» Task: With pictures omitted, restate the data word for word.

╭─ Data section

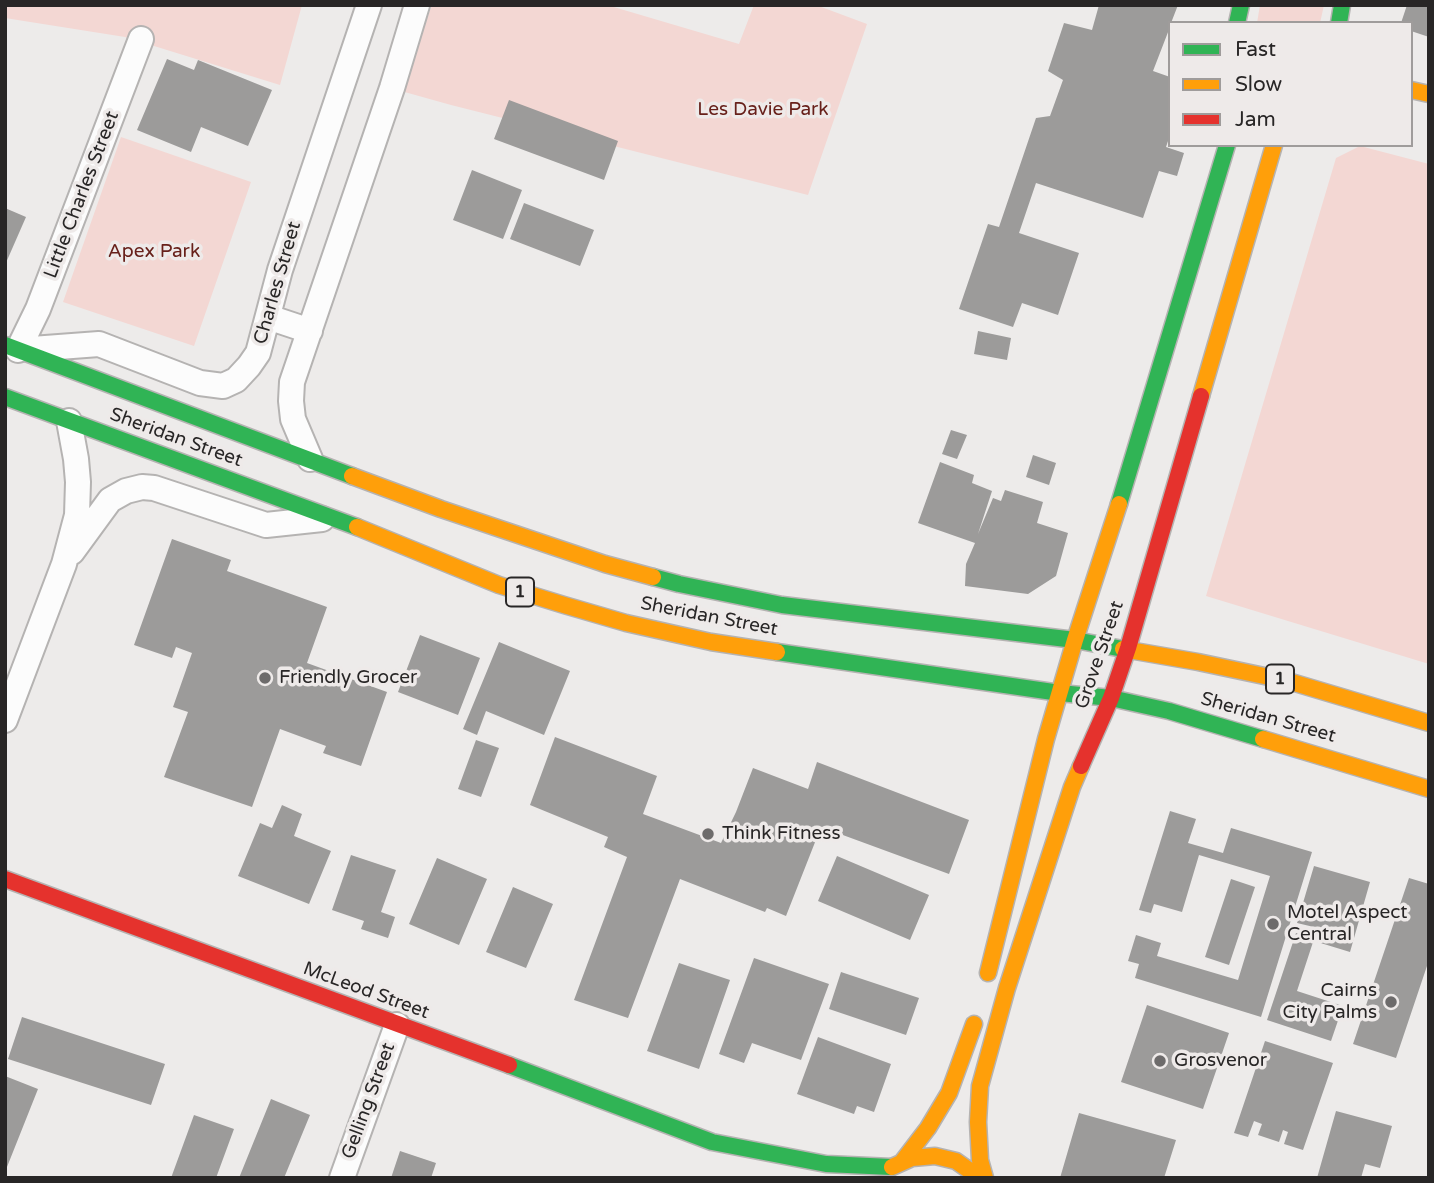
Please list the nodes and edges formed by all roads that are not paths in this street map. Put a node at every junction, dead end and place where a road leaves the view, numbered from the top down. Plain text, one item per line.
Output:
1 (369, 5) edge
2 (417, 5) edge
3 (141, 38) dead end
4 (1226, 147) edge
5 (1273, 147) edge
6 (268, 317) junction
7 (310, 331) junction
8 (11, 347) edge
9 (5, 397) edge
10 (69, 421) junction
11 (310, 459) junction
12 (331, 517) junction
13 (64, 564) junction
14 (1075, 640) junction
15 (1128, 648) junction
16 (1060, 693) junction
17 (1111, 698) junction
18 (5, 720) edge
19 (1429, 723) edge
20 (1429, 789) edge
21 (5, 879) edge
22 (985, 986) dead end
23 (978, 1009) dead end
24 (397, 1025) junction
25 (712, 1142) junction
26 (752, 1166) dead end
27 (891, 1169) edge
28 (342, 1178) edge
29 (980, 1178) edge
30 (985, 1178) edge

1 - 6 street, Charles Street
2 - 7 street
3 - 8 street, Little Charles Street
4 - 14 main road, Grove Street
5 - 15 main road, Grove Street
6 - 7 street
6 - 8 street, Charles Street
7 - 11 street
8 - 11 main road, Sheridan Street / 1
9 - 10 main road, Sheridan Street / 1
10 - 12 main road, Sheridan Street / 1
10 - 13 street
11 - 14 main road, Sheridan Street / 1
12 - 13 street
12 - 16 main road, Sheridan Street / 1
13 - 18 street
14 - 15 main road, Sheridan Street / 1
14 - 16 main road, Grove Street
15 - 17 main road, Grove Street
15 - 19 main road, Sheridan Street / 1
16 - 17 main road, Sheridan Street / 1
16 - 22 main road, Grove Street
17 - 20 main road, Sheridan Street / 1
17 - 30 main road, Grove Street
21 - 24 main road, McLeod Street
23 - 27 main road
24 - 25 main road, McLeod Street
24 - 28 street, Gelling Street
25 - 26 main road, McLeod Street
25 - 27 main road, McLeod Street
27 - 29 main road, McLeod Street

╰─

» Expected output:
Please list the nodes and edges formed by all roads that are not paths in this street map. Put a node at every junction, dead end and place where a road leaves the view, numbered from the top down. Plain text, one item per line.
Output:
1 (369, 5) edge
2 (417, 5) edge
3 (141, 38) dead end
4 (1226, 147) edge
5 (1273, 147) edge
6 (268, 317) junction
7 (310, 331) junction
8 (11, 347) edge
9 (5, 397) edge
10 (69, 421) junction
11 (310, 459) junction
12 (331, 517) junction
13 (64, 564) junction
14 (1075, 640) junction
15 (1128, 648) junction
16 (1060, 693) junction
17 (1111, 698) junction
18 (5, 720) edge
19 (1429, 723) edge
20 (1429, 789) edge
21 (5, 879) edge
22 (985, 986) dead end
23 (978, 1009) dead end
24 (397, 1025) junction
25 (712, 1142) junction
26 (752, 1166) dead end
27 (891, 1169) edge
28 (342, 1178) edge
29 (980, 1178) edge
30 (985, 1178) edge

1 - 6 street, Charles Street
2 - 7 street
3 - 8 street, Little Charles Street
4 - 14 main road, Grove Street
5 - 15 main road, Grove Street
6 - 7 street
6 - 8 street, Charles Street
7 - 11 street
8 - 11 main road, Sheridan Street / 1
9 - 10 main road, Sheridan Street / 1
10 - 12 main road, Sheridan Street / 1
10 - 13 street
11 - 14 main road, Sheridan Street / 1
12 - 13 street
12 - 16 main road, Sheridan Street / 1
13 - 18 street
14 - 15 main road, Sheridan Street / 1
14 - 16 main road, Grove Street
15 - 17 main road, Grove Street
15 - 19 main road, Sheridan Street / 1
16 - 17 main road, Sheridan Street / 1
16 - 22 main road, Grove Street
17 - 20 main road, Sheridan Street / 1
17 - 30 main road, Grove Street
21 - 24 main road, McLeod Street
23 - 27 main road
24 - 25 main road, McLeod Street
24 - 28 street, Gelling Street
25 - 26 main road, McLeod Street
25 - 27 main road, McLeod Street
27 - 29 main road, McLeod Street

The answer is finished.